(Available records Opens)
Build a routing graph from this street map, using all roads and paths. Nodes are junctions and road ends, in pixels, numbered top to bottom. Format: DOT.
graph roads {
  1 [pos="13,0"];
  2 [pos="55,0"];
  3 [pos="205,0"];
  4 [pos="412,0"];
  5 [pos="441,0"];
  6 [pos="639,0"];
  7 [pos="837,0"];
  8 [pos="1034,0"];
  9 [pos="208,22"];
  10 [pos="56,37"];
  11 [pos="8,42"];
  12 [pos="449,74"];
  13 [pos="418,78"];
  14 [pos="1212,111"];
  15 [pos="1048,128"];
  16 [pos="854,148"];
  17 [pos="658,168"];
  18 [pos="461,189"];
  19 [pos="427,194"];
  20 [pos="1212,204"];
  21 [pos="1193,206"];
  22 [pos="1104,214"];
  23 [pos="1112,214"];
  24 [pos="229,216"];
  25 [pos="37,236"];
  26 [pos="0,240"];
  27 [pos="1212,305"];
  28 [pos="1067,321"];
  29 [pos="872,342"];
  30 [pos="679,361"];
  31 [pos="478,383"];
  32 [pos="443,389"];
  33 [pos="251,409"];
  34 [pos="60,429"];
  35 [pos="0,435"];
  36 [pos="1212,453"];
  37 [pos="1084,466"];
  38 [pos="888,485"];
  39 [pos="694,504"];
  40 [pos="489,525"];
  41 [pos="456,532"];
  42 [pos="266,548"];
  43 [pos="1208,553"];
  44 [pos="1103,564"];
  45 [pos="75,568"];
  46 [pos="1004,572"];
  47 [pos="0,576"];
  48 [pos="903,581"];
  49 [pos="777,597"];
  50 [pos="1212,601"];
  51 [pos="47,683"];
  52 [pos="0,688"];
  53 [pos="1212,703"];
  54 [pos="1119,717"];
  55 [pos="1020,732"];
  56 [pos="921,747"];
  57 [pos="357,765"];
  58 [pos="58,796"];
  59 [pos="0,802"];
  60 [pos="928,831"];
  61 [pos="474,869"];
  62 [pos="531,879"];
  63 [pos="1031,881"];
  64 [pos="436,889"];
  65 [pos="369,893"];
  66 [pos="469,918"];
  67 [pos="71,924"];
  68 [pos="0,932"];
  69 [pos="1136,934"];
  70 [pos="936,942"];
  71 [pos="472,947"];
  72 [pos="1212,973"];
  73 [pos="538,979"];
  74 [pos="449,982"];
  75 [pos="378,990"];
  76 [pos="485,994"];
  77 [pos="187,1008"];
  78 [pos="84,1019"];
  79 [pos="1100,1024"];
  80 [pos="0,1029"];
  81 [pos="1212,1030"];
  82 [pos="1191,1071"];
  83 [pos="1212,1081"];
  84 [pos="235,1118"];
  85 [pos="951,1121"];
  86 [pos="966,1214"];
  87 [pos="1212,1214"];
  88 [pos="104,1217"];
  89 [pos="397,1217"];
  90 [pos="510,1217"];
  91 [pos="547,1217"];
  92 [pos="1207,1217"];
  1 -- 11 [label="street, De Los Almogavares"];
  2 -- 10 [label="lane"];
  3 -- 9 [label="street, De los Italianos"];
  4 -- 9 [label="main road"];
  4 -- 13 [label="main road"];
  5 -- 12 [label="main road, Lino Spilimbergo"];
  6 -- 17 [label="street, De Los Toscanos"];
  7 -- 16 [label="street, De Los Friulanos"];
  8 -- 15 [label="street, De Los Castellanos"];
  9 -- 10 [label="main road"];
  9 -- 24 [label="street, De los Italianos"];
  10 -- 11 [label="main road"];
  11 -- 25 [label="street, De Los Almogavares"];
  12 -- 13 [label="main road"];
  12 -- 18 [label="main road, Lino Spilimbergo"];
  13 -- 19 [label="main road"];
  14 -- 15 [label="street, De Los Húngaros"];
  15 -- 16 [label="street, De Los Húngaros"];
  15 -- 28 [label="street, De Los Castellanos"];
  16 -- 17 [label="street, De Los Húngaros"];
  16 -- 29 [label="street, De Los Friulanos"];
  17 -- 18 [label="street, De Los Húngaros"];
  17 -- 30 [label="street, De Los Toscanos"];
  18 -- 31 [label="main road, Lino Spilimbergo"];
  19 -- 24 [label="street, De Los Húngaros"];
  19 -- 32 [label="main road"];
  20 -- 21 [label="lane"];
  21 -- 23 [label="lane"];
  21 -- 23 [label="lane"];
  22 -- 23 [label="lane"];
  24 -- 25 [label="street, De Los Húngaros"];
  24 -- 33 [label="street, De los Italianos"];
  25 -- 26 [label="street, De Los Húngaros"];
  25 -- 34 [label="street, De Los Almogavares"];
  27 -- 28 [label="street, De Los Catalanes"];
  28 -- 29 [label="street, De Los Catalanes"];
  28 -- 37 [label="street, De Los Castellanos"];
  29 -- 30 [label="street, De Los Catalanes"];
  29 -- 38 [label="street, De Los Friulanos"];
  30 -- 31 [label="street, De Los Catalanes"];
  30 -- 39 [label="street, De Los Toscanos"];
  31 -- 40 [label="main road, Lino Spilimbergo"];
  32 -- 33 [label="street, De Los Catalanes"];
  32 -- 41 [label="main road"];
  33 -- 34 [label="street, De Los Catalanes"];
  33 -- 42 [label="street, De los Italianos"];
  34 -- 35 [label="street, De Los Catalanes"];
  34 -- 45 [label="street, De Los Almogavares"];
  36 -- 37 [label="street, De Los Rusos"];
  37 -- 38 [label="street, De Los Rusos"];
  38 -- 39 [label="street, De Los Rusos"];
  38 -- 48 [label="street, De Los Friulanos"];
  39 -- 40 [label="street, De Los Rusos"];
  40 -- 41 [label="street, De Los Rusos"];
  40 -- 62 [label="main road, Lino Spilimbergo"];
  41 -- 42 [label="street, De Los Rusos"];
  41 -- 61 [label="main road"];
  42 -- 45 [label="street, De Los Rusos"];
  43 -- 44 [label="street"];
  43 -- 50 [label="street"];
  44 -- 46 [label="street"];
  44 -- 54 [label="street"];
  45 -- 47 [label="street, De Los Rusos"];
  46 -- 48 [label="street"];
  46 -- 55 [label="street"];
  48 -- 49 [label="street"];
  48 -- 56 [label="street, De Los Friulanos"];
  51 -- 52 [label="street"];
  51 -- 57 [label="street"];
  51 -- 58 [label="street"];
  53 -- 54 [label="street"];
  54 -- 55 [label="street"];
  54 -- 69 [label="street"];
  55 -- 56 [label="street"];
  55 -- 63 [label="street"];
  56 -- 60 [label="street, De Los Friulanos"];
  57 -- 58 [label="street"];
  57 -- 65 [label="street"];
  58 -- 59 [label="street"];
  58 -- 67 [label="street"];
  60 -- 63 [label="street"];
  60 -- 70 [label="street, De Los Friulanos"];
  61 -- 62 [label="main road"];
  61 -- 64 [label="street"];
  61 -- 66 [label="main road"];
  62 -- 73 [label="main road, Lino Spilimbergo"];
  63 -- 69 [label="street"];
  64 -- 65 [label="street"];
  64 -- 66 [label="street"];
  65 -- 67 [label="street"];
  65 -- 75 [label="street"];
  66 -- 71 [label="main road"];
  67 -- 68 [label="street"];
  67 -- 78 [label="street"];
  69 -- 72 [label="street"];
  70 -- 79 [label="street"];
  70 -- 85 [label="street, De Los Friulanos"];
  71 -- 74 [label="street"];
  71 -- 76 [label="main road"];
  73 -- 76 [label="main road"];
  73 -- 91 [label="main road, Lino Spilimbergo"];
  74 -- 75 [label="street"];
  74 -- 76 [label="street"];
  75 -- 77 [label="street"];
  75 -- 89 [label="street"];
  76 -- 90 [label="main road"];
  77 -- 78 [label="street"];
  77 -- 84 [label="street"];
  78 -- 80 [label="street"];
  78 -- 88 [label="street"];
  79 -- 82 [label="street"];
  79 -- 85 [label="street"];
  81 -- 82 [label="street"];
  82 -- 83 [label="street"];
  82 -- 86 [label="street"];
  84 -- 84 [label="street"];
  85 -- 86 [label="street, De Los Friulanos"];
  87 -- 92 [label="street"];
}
(Available records Closes)
Scan the entries above for the word "Lino". Report the lines that hold it.

* **Your solution**:
  5 -- 12 [label="main road, Lino Spilimbergo"];
  12 -- 18 [label="main road, Lino Spilimbergo"];
  18 -- 31 [label="main road, Lino Spilimbergo"];
  31 -- 40 [label="main road, Lino Spilimbergo"];
  40 -- 62 [label="main road, Lino Spilimbergo"];
  62 -- 73 [label="main road, Lino Spilimbergo"];
  73 -- 91 [label="main road, Lino Spilimbergo"];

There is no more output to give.